Abner O'Neil (Courtesy of the Public Library of Cincinnati and Hamilton County)

Abner O’Neil (Courtesy of the Public Library of Cincinnati and Hamilton County)

 

HK Bedford Wheeling Landing (F Nash Collection)

HK Bedford Wheeling Landing (F Nash Collection)

The HK Bedford was built by Howard in Jefferson, IN in 1885.  Capt Gordon C Greene bought her in Jun 1890 for the Pittsburgh to Wheeling trade.  George WE Poe was one of her pilots.

 

George WE Poe was a steamboat pilot with great credentials and great stories.   His sunken barge tale was a favorite.  To clear the main channel on the Ohio River near East Liverpool, OH, George WE Poe set off a skiff of nitroglycerin at the head of Line Island.  There was a blinding flash of light and a deafening roar.  Aboard the HK Bedford, doors and windows had been blown in; pictures and framed licenses fell from the pilot house wall. The blast broke windows in East Liverpool and knocked down chimneys in Hookstown some eight miles away he claimed with a laugh.[6]

 

Jacob Poe Home ca 1910 (Finley Collection)

Jacob Poe Home ca 1910 (Finley Collection)

George WE Poe lived in Georgetown his entire life and is buried in the Georgetown Cemetery.  He retired on a pension in 1895 and lived his remaining days (48 years) in his father’s home, The Poe House, with his brother Charles Edgar and his brother’s daughter, Mrs Lillian May (Poe) Wagner.  The original log house on the site was built by Thomas and Elizabeth Hephner Poe shortly after they moved to Georgetown in 1823.  Thomas left the property to his son Jacob who built the original home.  Jacob left The Poe House to his sons.  Mrs Lillian Poe Wagner, George WE Poe’s niece, lived in the house until her death on 02 Jul 1971.  For 148 years, the Poe family had lived continuously on the property.

 

 

 

George WE Poe ca 1940 (Anna L and John F Nash Collection)
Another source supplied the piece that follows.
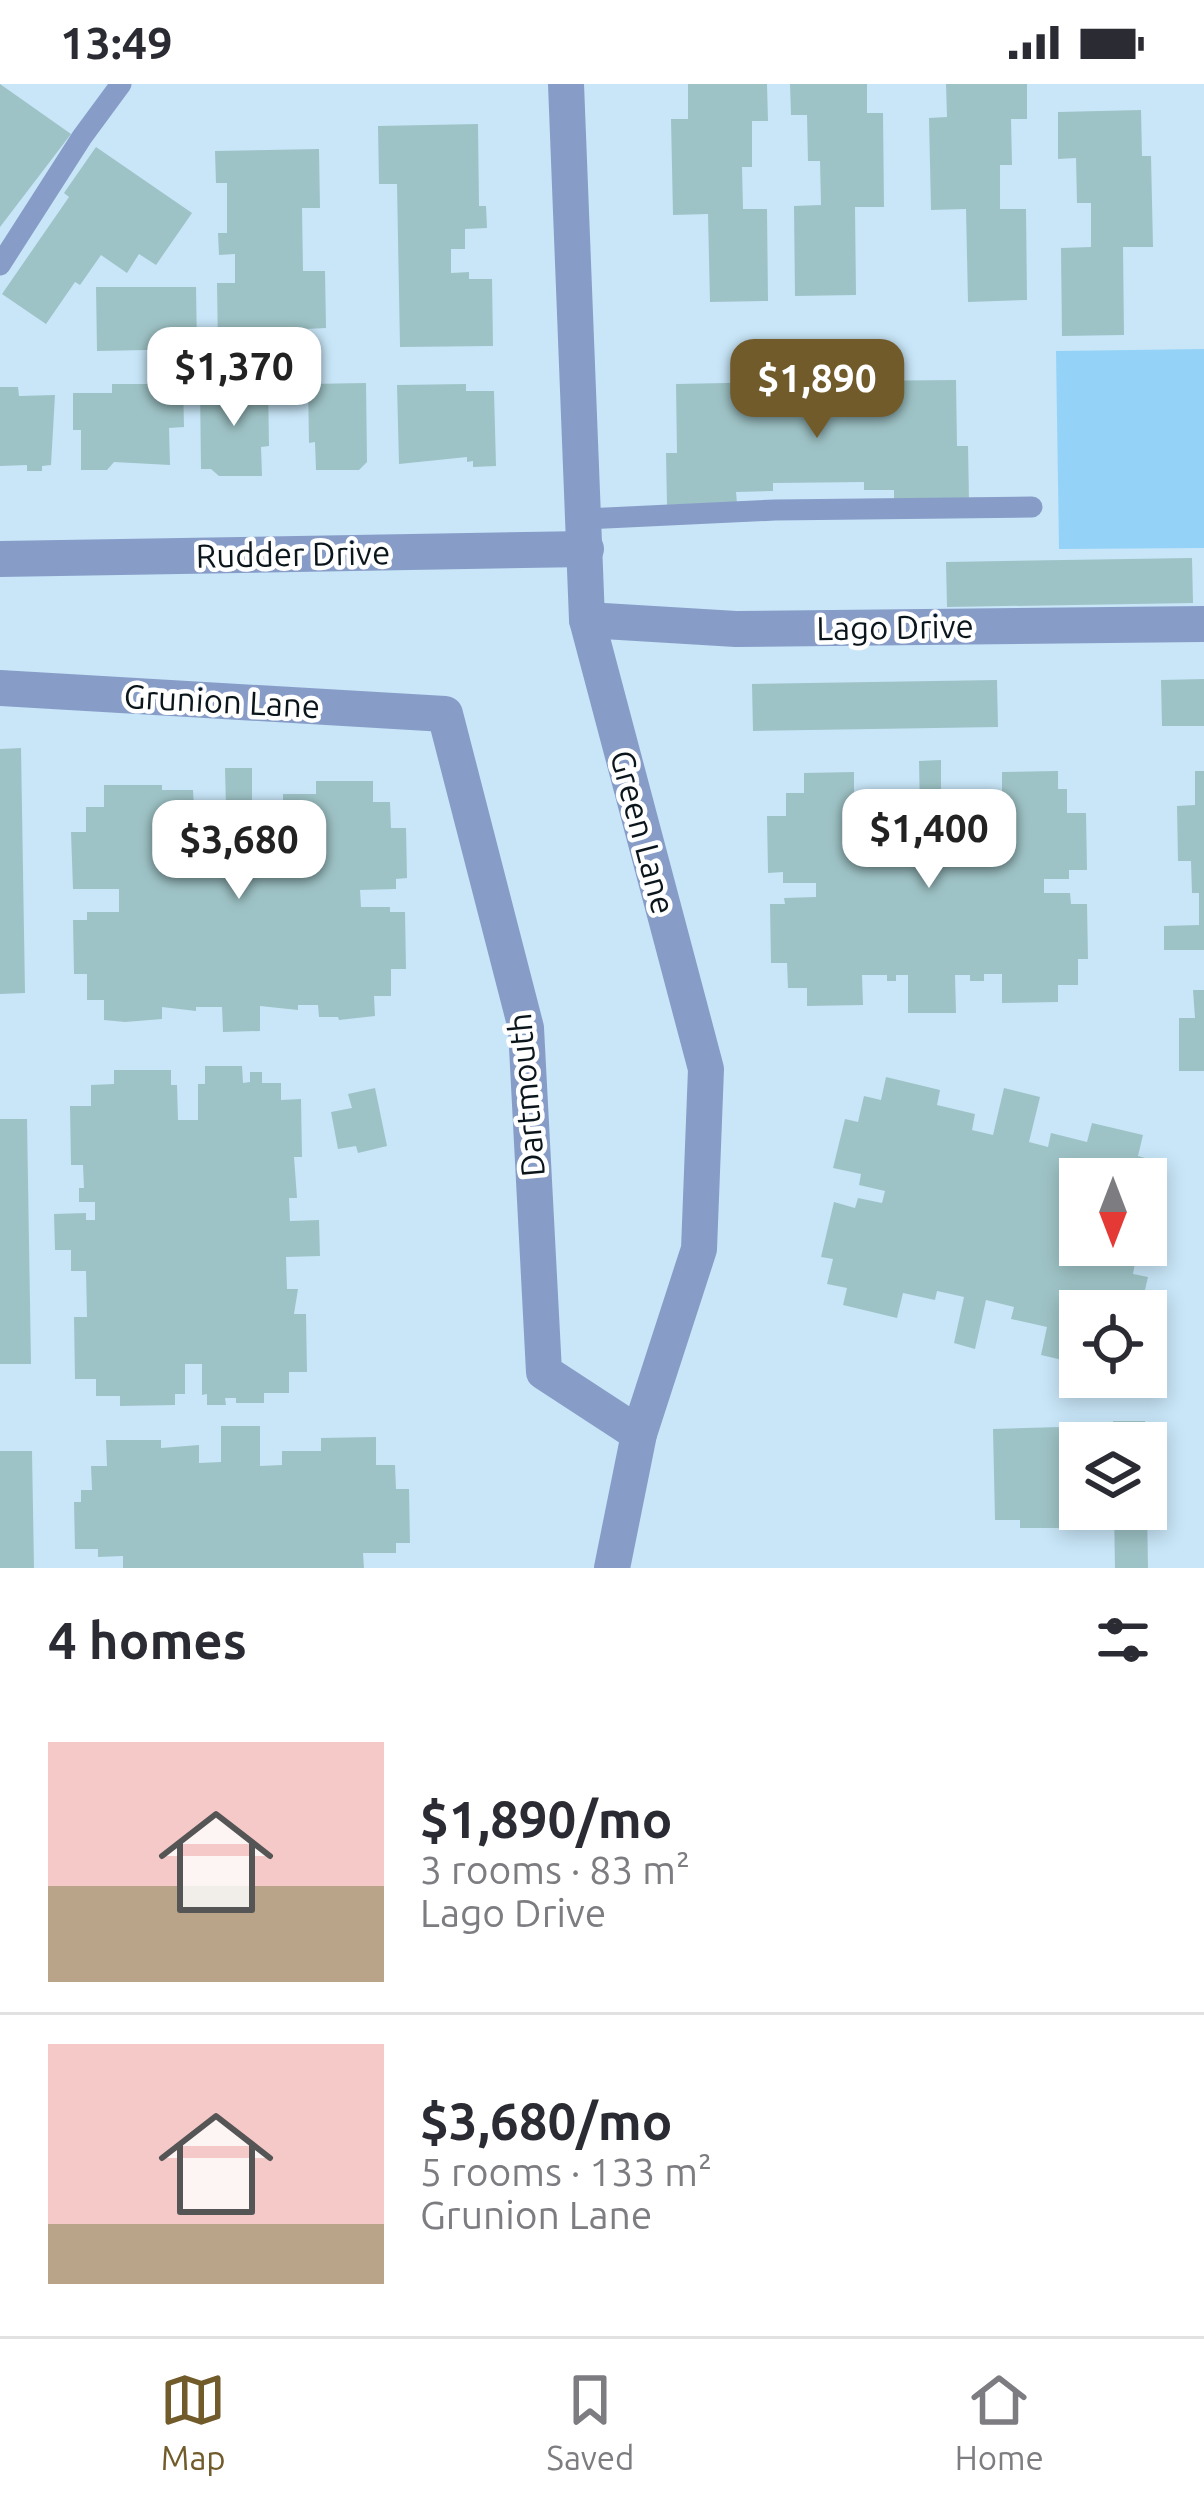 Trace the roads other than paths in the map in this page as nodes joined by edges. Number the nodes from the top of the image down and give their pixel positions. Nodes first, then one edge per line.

George WE Poe (F Nash Collection)

George WE Poe (F Nash Collection)

 

 

To the best of my knowledge, George WE Poe was never an owner or partner on any of steamers he worked.

If you live long enough, you turn into history.  George WE Poe was born during the John Tyler’s presidency and in his lifetime he saw 23 different presidential administrations. He departed shy of 99 years during the third term of Franklin D Roosevelt.  He lived the history of the rise and decline of the steamboat epoch.

 

 


[1] Capt Frederick Way, Jr., Over the Hills to Georgetown, (Waterways Journal) (St Louis, MO, (Nov 30, 1940)).
[2]  Ibid.
[3] Ibid.
[4]   Capt WC Dugan, The Passing of George Poe, (Waterways Journal) (St Louis, MO, (Mar 13, 1943)).
[5]  Capt Frederick Way, Jr., The Steamboating Poe Family, (S&D Reflector (Dec 1965)).
[6]Alexander C McIntosh, Georgetown – Its Early Settlers and Their River Boat Experiences, Presentation to the Beaver County Genealogical Society, 5 Apr 1983.